Paris was Western Europe's richest art hub in the early 20th century. After the Nazi occupation, the Hôtel Drouot auction house reopened in autumn 1940 and operated briskly. French dealers acted as conduits for German buyers and Hitler's agents. Ines Rotermund-Reynard, the Orsay's head of provenance research, noted that almost every German museum sent buyers to Paris, drawing on a market thick with looted and forced-sale property. Hitler's deputy, Hermann Göring, visited Paris 21 times during the occupation to take works from Jewish collectors. Rotermund-Reynard emphasized that the looting is inseparable from the Holocaust: "All of this is part of the history of the Shoah."

Antisemitism in France Today

Antisemitic acts in France, home to Europe's largest Jewish community, reached 1,320 in 2025, near-record levels following a surge after the Oct. 7, 2023, Hamas attack on Israel. The gallery was not built specifically to fight antisemitism, said François Blanchetière, the Orsay's chief sculpture curator and co-curator. However, he stressed that the consequences of the Holocaust must be repaired: "There is no statute of limitations on these crimes."

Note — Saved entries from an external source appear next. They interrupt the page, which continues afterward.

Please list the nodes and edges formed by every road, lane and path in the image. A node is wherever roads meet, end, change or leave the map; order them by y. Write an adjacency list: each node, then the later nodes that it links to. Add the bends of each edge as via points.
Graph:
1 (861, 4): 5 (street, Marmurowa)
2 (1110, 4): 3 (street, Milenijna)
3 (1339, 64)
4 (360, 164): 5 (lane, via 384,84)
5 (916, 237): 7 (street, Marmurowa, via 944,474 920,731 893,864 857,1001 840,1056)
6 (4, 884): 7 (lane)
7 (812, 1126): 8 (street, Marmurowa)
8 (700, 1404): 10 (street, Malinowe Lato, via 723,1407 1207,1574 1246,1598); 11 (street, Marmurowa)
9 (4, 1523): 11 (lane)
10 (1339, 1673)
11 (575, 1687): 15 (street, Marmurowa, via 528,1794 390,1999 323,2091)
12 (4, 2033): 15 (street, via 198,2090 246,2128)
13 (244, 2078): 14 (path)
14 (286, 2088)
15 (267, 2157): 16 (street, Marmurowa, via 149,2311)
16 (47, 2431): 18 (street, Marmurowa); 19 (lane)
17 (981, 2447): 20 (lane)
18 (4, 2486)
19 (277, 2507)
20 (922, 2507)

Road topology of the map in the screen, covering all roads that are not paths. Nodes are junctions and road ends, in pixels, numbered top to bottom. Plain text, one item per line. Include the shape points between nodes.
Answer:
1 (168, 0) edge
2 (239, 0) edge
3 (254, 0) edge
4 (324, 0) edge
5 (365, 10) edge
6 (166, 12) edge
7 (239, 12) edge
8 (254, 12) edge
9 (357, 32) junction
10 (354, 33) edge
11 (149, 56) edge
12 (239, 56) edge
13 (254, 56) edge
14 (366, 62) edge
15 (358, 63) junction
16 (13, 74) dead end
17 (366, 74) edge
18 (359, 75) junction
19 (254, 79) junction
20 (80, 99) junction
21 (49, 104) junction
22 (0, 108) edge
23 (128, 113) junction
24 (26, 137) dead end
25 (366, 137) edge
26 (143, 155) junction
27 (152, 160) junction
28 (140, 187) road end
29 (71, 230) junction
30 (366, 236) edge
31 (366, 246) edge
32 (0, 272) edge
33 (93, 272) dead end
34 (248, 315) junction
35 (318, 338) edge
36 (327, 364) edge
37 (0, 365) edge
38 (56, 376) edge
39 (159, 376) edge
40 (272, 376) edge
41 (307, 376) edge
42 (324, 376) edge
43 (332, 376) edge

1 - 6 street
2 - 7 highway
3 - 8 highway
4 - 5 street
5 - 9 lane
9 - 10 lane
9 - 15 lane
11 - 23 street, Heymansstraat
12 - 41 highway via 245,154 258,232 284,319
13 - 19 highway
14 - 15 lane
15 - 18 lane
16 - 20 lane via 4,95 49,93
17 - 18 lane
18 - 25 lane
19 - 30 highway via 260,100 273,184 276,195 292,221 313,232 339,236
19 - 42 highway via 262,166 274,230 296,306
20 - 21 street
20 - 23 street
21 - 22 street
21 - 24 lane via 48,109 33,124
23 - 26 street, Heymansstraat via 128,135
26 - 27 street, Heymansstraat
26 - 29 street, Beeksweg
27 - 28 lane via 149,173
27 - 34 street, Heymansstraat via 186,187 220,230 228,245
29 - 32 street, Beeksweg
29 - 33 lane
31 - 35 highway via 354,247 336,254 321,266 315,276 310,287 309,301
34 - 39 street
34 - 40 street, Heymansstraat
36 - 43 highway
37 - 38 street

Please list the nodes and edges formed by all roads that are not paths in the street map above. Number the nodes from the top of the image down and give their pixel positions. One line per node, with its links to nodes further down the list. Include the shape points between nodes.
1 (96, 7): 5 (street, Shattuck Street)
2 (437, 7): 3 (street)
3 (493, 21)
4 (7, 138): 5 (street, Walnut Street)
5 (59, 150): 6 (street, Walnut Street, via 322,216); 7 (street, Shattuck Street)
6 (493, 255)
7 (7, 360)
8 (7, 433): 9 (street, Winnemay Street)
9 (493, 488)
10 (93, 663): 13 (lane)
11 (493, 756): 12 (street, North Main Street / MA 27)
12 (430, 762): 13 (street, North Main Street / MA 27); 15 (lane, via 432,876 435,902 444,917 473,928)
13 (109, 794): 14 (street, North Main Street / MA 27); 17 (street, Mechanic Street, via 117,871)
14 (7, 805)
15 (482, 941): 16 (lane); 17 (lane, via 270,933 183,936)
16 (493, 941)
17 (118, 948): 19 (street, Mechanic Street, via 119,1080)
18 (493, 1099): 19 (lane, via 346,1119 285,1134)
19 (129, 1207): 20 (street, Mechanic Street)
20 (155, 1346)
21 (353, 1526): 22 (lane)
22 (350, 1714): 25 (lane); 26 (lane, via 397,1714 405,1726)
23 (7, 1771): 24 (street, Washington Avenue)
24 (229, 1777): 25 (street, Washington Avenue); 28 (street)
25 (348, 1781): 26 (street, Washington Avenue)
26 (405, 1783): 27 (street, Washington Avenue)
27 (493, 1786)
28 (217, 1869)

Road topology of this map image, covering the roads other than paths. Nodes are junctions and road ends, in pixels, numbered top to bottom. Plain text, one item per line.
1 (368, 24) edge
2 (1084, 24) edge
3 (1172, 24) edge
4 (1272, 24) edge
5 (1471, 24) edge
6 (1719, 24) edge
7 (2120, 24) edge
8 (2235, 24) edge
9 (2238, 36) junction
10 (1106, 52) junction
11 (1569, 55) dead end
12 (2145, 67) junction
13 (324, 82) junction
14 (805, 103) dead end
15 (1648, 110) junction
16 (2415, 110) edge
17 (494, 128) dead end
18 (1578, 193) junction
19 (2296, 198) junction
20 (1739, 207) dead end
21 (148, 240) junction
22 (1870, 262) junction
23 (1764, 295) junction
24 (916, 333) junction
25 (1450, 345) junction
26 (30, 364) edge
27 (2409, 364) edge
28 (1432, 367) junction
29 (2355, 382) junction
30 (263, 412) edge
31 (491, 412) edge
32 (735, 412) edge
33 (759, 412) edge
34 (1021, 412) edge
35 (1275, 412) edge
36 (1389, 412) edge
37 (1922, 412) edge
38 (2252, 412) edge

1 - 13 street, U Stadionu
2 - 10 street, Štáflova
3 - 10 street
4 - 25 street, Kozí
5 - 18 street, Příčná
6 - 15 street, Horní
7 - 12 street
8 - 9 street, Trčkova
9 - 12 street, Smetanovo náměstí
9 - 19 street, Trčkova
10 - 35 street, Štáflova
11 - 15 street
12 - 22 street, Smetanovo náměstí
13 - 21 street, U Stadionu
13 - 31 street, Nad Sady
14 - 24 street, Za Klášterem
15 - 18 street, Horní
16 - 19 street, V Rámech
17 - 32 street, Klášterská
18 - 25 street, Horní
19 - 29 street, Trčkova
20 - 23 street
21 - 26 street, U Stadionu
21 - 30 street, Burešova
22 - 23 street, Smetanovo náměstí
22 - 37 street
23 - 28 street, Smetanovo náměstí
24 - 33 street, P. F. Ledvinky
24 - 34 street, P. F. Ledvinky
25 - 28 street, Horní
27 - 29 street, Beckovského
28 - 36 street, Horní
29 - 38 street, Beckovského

The gallery aims to educate visitors and encourage provenance research. A new research unit, staffed by six Franco-German researchers, is dedicated to tracing the rightful heirs of the orphaned works. For visitors like Daniel Lévy, a software engineer from Strasbourg, seeing the labels on the backs of paintings has personal resonance: "My grandmother lost some of her family in the camps. Some of these paintings were probably hanging in homes like hers."